Fundamental analysis
Fundamentally, Suntec boasts a robust investment case. The REIT delivered annual revenue of SGD 463.56 million in FY2024, supported by strong recurring cash flows from a high-quality, diversified portfolio spanning office, retail, and prominent convention venues like Suntec City. Net profit reached SGD 126.78 million for FY2024, demonstrating both growth and operational discipline. Key financials—such as its PER of 29.34 and a compelling dividend yield of 5.53%—place Suntec among the more attractive SGX-listed REITs for investors seeking a blend of yield and growth. The success of cost-saving initiatives, such as the recent SGD 1.8 million annual interest saving from debt refinancing, adds to operational resilience. Structural strengths include the REIT’s asset diversity, its anchoring presence in the Singapore CBD, and its proven ability to adapt to changes in consumer and tenant demand. Suntec’s portfolio is further enhanced by the scale and branding of assets such as Marina Bay Financial Centre and One Raffles Quay, which continue to see healthy demand.
Volume and liquidity
Daily trading volume for Suntec averages 5.92 million shares over the past three months, indicating sustained market interest and significant liquidity, which is attractive for both institutional and retail participants. This healthy float also ensures that price discovery remains efficient, volatility is moderate, and investors have the flexibility to enter or exit positions seamlessly. The REIT’s large and diverse base of investors reflects market confidence and bodes well for price stability, even during broader market swings.
Catalysts and positive outlook
Several forward-looking catalysts are emerging. The resurgence of Singapore’s MICE sector, a key user of commercial space, aligns with renewed tourism and business flows—directly increasing demand for Suntec’s key properties.
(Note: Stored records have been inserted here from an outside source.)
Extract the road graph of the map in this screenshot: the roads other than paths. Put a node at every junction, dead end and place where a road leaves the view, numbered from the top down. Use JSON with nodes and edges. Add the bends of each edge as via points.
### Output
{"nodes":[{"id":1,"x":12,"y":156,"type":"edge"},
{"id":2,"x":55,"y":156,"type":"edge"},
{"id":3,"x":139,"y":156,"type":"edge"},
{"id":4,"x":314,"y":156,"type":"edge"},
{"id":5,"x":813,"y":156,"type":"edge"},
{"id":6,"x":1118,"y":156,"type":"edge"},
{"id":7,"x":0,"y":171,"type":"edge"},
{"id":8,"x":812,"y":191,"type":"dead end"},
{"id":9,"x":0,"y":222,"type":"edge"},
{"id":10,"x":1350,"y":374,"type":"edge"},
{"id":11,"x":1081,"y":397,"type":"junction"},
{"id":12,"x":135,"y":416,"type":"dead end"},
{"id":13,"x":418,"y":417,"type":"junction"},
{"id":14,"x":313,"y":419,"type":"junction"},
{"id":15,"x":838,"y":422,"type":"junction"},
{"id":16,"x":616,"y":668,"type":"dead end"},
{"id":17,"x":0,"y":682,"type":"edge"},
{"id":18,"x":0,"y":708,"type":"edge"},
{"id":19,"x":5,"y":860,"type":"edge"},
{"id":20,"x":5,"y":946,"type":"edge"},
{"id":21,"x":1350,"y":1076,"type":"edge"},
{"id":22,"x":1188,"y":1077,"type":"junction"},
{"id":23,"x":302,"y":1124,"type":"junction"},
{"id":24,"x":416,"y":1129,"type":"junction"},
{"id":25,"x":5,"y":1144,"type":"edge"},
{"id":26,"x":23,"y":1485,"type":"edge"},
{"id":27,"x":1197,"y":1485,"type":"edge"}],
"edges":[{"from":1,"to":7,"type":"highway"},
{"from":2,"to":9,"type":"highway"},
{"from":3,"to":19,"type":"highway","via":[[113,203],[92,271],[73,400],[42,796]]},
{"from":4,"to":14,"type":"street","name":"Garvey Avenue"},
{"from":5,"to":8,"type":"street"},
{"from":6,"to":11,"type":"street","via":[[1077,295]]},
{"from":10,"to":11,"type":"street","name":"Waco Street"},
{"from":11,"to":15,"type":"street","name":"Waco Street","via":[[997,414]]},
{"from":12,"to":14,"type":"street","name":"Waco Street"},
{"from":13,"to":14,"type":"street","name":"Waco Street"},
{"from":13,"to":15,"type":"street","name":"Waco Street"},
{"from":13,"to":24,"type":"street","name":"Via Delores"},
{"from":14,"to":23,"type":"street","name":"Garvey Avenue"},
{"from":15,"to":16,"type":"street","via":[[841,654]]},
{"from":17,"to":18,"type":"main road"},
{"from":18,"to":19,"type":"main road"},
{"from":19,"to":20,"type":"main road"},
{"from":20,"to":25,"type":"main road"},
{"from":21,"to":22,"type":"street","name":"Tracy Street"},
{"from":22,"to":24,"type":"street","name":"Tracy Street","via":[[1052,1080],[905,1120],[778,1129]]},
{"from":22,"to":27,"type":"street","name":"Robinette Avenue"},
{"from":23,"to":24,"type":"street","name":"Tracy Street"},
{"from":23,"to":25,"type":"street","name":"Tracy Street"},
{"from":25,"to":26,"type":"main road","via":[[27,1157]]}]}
The latest portfolio enhancements and ongoing asset rejuvenation projects (including property upgrades and green-building initiatives) signal management’s commitment to long-term value creation. Suntec has also benefited from favorable monetary conditions, notably the global trend of stable or falling interest rates, which both lowers financing costs and widens the appeal of yield-based investments. Additionally, the REIT’s interlinked assets in Australia and the UK, though carrying currency risk, present upside opportunity if foreign property markets outperform or if SGD weakens. The innovation agenda, commitment to ESG targets, and ongoing efforts to enhance tenant experiences are likely to underpin further outperformance.
Investment strategies
For investors considering entry, Suntec’s current setup supports a range of strategies. In the short term, entry near technical lows or just above major support levels could be rewarded if a bullish reversal materialises. Medium-term investors can take confidence from the robust dividend yield, stable earnings base, and the consensus analyst target indicating a 30% upside to SGD 1.48. For those with a longer investment horizon, Suntec’s combination of recurring income, diversified asset base, and ability to capture tailwinds from Singapore’s ongoing urban evolution all point to its suitability as a core portfolio position. In particular, the improving outlook for commercial occupancy and rent, combined with interest cost efficiencies and future asset enhancements, create numerous avenues for value appreciation. The low beta (0.38) also provides a measure of defensive protection against wider market volatility.
Is it the right time to buy Suntec?
Suntec stands out for its strong balance sheet, defensive yield, and ability to capture the upside from a rebounding commercial property sector. With a compelling 5.53% dividend yield, high occupancy, successful refinancing, and essential strategic locations, the stock presents multiple touchpoints for investors seeking value and growth in Singapore’s resilient REIT landscape. Longer-term demand drivers, including the MICE revival, ongoing public and private investment in the city centre, and supportive rates, further reinforce the opportunity. As the technical picture improves and analysts target a return to SGD 1.48 per unit, the case for buying—or at least seriously revisiting—Suntec in 2025 seems stronger than ever.
Suntec offers an appealing combination of income, growth potential, and relatively low volatility—cementing its place among Singapore’s most compelling REIT opportunities as we head into a new market cycle.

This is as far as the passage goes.